[TASK PROMPT] Report the number of lines in the material below that contain "Zrini", without any other words.
--
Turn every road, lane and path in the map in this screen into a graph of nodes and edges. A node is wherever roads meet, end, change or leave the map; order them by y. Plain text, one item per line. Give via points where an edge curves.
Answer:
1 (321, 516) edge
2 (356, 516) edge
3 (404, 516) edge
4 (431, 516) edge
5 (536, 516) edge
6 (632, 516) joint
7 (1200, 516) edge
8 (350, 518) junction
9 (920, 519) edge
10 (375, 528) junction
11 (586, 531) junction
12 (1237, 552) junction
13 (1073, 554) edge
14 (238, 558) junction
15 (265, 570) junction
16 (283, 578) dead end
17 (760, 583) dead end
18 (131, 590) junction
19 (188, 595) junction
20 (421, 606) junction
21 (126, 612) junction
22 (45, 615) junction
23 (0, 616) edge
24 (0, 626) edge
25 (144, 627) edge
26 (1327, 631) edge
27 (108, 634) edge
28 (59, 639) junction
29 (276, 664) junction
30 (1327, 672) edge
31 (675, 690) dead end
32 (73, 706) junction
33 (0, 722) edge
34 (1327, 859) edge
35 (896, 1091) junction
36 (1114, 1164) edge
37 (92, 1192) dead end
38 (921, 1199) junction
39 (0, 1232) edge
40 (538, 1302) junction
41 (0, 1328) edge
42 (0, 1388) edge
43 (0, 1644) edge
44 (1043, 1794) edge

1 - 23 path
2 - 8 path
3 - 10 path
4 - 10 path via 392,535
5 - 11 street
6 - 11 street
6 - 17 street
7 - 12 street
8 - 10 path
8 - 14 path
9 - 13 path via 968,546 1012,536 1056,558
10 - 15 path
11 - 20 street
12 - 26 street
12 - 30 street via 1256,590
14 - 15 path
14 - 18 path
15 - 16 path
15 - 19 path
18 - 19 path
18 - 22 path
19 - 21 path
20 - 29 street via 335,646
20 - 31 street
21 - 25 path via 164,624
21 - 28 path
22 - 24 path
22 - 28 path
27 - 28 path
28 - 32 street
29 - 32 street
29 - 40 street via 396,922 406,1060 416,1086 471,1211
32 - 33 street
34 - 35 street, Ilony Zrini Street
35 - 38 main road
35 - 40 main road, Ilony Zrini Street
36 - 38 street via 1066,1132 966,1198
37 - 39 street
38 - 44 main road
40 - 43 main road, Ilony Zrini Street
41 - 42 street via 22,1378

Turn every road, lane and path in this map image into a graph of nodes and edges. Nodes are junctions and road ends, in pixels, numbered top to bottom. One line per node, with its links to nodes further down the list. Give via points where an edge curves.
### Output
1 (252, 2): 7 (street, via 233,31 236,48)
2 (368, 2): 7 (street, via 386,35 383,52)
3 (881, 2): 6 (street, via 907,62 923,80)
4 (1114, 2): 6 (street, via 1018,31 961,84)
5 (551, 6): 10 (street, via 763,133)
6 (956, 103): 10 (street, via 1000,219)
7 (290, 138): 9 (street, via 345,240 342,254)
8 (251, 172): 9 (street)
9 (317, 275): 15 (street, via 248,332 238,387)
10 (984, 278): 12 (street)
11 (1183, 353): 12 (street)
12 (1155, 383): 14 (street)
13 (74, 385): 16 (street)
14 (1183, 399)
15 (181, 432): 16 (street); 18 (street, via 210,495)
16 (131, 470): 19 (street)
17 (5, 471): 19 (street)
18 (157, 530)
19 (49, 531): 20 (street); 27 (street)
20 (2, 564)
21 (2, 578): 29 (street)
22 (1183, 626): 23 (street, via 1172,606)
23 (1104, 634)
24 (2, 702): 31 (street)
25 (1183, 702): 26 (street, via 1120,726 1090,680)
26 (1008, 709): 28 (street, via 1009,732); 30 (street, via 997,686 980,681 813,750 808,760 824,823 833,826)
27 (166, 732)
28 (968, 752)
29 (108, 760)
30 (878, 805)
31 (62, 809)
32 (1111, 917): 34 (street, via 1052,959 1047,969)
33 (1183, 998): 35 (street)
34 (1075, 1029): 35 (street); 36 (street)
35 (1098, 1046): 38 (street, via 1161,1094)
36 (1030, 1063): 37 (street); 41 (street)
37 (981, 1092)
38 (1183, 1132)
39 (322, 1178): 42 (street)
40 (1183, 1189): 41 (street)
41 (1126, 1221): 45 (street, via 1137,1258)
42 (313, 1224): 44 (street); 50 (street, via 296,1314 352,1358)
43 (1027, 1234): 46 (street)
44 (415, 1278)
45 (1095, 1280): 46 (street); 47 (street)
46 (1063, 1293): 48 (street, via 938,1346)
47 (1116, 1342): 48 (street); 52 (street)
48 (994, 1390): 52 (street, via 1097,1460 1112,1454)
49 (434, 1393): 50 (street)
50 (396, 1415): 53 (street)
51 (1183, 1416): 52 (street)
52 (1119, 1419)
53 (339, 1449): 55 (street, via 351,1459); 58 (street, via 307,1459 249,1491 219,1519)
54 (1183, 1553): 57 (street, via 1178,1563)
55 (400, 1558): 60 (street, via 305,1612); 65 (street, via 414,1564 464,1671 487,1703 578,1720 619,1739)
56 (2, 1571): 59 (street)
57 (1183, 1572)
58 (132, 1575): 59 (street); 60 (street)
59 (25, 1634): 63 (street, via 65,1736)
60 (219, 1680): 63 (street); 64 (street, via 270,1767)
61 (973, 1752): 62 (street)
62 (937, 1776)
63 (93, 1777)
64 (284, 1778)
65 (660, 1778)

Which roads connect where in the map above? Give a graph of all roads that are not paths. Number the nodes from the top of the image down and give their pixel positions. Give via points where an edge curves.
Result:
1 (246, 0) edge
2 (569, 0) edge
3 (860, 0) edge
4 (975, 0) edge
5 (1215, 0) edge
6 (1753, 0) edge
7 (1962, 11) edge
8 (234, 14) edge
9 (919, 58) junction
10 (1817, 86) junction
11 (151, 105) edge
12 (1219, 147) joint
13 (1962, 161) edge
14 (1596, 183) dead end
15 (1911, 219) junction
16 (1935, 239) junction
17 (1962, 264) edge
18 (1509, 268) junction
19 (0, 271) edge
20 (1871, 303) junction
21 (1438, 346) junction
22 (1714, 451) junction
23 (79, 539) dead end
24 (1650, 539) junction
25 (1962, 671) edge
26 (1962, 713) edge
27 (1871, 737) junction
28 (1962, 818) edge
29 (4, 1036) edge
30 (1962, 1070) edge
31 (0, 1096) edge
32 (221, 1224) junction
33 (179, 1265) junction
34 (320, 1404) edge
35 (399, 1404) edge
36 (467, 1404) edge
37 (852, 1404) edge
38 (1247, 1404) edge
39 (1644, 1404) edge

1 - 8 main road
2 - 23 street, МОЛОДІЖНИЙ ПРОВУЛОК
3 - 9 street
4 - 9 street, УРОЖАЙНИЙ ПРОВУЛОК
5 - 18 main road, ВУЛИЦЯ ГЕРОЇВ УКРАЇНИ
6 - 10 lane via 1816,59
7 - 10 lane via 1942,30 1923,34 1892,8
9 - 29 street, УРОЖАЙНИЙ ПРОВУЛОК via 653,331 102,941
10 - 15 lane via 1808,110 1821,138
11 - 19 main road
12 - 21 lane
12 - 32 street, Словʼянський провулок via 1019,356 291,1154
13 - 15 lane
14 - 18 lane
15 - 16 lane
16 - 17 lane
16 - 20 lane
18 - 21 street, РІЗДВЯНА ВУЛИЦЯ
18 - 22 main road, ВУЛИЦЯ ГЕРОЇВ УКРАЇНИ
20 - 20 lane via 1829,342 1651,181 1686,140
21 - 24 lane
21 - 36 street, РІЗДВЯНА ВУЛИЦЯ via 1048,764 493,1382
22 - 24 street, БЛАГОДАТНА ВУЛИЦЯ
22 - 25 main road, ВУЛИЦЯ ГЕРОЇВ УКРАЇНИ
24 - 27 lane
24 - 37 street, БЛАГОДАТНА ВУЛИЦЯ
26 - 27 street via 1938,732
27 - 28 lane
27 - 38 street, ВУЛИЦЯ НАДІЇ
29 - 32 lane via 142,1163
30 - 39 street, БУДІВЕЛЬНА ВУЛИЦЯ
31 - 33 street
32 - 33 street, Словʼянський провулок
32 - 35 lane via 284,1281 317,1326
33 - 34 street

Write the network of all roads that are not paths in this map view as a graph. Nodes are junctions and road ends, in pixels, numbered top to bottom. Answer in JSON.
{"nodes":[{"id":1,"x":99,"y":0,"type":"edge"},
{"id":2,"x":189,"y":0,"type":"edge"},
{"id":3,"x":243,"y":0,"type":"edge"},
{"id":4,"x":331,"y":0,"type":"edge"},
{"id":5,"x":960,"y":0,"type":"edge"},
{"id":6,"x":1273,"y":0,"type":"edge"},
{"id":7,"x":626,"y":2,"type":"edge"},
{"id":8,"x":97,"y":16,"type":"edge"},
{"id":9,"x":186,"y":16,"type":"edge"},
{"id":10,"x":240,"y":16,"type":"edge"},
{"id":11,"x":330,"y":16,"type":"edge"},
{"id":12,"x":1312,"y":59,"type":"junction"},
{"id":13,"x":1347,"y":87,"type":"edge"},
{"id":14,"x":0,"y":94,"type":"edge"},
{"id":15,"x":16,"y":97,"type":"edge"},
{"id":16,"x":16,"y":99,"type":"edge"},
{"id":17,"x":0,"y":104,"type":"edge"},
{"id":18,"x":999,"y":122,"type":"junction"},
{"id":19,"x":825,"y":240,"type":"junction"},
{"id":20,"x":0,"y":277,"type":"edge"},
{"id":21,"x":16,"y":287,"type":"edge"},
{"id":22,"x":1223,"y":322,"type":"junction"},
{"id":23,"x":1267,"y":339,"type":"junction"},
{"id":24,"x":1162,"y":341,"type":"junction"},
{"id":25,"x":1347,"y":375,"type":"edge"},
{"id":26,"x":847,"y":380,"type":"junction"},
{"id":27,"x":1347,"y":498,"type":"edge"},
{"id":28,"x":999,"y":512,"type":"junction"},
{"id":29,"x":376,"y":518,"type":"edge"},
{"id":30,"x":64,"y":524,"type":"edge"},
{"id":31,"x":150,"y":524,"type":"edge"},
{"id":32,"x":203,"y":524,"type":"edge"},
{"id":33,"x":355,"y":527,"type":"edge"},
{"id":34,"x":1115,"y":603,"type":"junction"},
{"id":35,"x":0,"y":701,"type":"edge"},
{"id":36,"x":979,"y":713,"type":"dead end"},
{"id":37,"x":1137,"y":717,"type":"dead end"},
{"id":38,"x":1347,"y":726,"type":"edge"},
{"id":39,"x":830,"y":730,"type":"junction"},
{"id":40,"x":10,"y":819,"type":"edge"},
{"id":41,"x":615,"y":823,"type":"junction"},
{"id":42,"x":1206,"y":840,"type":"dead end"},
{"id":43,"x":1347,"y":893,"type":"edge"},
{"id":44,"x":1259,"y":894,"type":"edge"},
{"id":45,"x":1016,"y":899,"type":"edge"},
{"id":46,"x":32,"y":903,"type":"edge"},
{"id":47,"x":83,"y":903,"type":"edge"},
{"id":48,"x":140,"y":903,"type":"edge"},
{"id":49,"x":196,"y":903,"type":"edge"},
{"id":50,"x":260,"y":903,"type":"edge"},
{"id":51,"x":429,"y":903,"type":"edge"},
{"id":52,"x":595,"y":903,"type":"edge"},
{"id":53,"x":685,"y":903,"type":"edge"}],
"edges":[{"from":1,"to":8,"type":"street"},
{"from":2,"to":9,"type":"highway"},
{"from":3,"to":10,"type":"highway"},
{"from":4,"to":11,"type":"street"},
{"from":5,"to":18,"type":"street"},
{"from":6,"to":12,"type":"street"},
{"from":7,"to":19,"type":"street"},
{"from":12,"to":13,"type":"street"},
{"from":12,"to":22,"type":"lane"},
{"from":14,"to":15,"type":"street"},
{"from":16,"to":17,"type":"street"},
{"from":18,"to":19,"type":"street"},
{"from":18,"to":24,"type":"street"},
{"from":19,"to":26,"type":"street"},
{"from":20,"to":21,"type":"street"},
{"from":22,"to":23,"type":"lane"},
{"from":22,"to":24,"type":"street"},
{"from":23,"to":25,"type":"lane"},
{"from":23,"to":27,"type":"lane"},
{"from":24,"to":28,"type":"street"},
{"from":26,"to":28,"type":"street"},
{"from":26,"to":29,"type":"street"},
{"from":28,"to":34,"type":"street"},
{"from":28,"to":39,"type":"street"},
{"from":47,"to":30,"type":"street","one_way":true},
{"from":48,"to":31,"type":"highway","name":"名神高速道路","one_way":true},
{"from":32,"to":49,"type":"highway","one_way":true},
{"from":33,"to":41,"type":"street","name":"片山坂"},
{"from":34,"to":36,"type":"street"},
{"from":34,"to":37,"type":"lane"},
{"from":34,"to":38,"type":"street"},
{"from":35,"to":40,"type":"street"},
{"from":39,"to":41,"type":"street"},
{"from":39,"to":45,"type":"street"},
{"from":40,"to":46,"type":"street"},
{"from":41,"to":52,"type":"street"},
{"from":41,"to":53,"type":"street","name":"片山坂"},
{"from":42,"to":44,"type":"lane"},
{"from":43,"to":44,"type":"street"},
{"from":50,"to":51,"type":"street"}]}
--
[OUTPUT BELOW] 3